Однажды я зашла в кабинет Аси Берзер в «Новом мире» и увидела человека, совсем не похожего на тех, кто обычно ходит в литературные журналы. Очень высокого, костлявого, с лицом в глубоких морщинах, как будто вырубленным из камня. У него были руки с крупными ладонями, обломанными ногтями, задубевшие от мороза и тяжелой работы: я сразу обратила на них внимание, потому что они высовывались из коротких рукавов пиджака — видимо, с чужого плеча. Говорил он хриплым голосом, с легким простонародным выговором, не договаривал слова и немного заикался. Когда он прощался, то первый неловко протянул Асе руку, что, вообще-то, считается признаком невоспитанности, и его лицо осветилось обаятельной улыбкой, детски-наивной. Это был Анатолий Марченко. Он только что вышел из лагеря и принес Асе рукопись «Моих показаний» — первого текста о лагерях не сталинской, а брежневской эпохи, из которого было ясно, что система осталась неизменной. Как опубликовать такой текст? Но у Марченко был не тот характер, чтобы с чем-то считаться. Он был сыном колхозника, университеты прошел в тюрьме и не переставал бороться. Он посвятил свою свободу помощи политзаключенным всеми возможными способами. Но свобода была недолгой. Его многократно арестовывали, и он, можно сказать, всю свою жизнь провел в тюрьме, объявляя голодовку в знак протеста против незаконного наказания других узников и плохого обращения с ними. Он умер в восемьдесят шестом году, не дожив двух дней до объявления о его освобождении. КГБ не раз предлагал предоставить ему возможность эмигрировать, но он все эти предложения отвергал.

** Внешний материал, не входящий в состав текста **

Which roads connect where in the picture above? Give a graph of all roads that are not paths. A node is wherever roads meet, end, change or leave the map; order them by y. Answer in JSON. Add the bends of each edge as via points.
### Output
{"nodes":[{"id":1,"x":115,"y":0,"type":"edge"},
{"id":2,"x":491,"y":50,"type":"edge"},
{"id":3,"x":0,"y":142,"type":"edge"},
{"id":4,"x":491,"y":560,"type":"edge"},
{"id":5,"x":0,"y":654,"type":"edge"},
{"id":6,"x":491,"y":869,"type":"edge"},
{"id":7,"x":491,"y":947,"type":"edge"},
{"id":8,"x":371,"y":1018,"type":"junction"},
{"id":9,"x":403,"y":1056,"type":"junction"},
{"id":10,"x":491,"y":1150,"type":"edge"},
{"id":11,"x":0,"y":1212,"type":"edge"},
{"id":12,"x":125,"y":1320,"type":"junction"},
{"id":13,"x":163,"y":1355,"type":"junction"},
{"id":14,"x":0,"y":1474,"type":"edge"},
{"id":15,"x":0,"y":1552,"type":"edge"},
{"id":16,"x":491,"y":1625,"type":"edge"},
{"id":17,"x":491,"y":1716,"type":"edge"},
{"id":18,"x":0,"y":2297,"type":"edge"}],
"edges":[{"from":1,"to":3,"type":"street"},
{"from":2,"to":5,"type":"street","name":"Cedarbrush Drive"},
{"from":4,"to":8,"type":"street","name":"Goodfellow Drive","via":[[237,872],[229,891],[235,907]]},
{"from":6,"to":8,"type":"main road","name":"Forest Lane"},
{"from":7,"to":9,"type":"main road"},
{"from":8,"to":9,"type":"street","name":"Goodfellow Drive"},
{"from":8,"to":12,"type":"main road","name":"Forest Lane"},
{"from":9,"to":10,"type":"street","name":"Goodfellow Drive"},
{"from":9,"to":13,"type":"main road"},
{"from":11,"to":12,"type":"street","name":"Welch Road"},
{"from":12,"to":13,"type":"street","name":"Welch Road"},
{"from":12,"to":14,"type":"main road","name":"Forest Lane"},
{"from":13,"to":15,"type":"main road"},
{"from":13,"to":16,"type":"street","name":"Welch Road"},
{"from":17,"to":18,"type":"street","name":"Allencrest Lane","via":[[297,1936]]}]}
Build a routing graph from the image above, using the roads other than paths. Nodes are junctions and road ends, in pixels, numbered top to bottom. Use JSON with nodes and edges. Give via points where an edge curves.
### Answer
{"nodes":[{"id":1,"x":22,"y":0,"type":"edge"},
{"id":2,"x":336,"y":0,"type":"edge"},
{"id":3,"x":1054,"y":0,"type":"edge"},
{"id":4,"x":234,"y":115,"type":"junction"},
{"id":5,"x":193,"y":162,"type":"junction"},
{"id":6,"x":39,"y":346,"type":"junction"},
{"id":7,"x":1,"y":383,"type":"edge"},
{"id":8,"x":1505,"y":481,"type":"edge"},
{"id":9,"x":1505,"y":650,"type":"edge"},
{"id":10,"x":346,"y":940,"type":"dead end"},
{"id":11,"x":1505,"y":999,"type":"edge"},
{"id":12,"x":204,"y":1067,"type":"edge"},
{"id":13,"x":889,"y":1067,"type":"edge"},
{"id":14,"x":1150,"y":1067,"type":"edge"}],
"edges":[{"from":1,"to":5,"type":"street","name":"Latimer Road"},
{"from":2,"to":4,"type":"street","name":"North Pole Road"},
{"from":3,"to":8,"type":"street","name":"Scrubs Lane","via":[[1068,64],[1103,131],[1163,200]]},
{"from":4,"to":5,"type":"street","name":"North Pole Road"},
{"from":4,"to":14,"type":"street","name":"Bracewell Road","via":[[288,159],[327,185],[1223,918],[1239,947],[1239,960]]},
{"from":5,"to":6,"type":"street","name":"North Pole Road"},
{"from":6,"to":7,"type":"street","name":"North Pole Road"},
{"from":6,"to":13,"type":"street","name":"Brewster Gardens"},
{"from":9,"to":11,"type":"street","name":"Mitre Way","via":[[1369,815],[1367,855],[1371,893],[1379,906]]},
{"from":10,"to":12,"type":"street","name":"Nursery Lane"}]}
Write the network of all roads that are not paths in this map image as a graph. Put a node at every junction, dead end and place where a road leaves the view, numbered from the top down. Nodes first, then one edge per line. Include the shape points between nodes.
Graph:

Дома у Флоры Литвиновой, моей подруги, я впервые встретилась с генералом Григоренко. Помню мое удивление при виде такого гостя в этом доме. У него была внешность типичного советского аппаратчика. Плотный, квадратный, почти лысый, с властными жестами, а его манера говорить выдавала крестьянские корни. Он не случайно выглядел как номенклатурщик. Еще совсем недавно Григоренко занимал один из самых престижных постов в Военной академии имени Фрунзе: заведовал кафедрой кибернетики. Он воспринял доклад Хрущева буквально, начал размышлять и постепенно, шаг за шагом, открывал все извращения системы. Эта была долгая и тяжелая внутренняя работа, но когда он укрепился в своих новых убеждениях, то уже не хотел молчать. И вступил в борьбу внутри самой партии, обличая тех, кто противился процессу либерализации. Его пламенные речи не были оценены по достоинству; от него потребовали покаяния. Но никакие угрозы на него не действовали. И он, сын мужика, вознесенный режимом, пожертвовал всем — званием, партией, научной работой — и стал одним из самых смелых борцов за права человека. Он в особенности защищал крымских татар. Власть, конечно, не могла смириться с тем, что один из своих, да к тому же генерал, способен принести в жертву карьеру во имя чистоты ленинизма. В их глазах он был опаснее, чем любой другой диссидент. И поэтому арестовать его было мало — нужно было объявить его сумасшедшим. Когда я потом увидела Петра Григорьевича после нескольких лет, которые он провел в психбольнице, он сильно изменился. Он вернулся из ада, превратился в маленького худого старичка, утратил бравый вид — но выражение глаз говорило о прежней несгибаемой воле, которую хотели сломить химическими препаратами. Его жена рассказывала, что видела его плачущим, как дитя, на койке этой больницы-тюрьмы. Потом один смелый врач стал делать ему инъекции витаминов вместо нейролептиков, и он понемногу восстановился, набрал достаточно сил, чтобы сразу после освобождения снова продолжить борьбу. Это был человек такого же мужества, как Сахаров. Они оба пошли на то, чтобы все потерять — славу, почести, деньги, и не пощадили себя ради права говорить правду, ничего, кроме правды.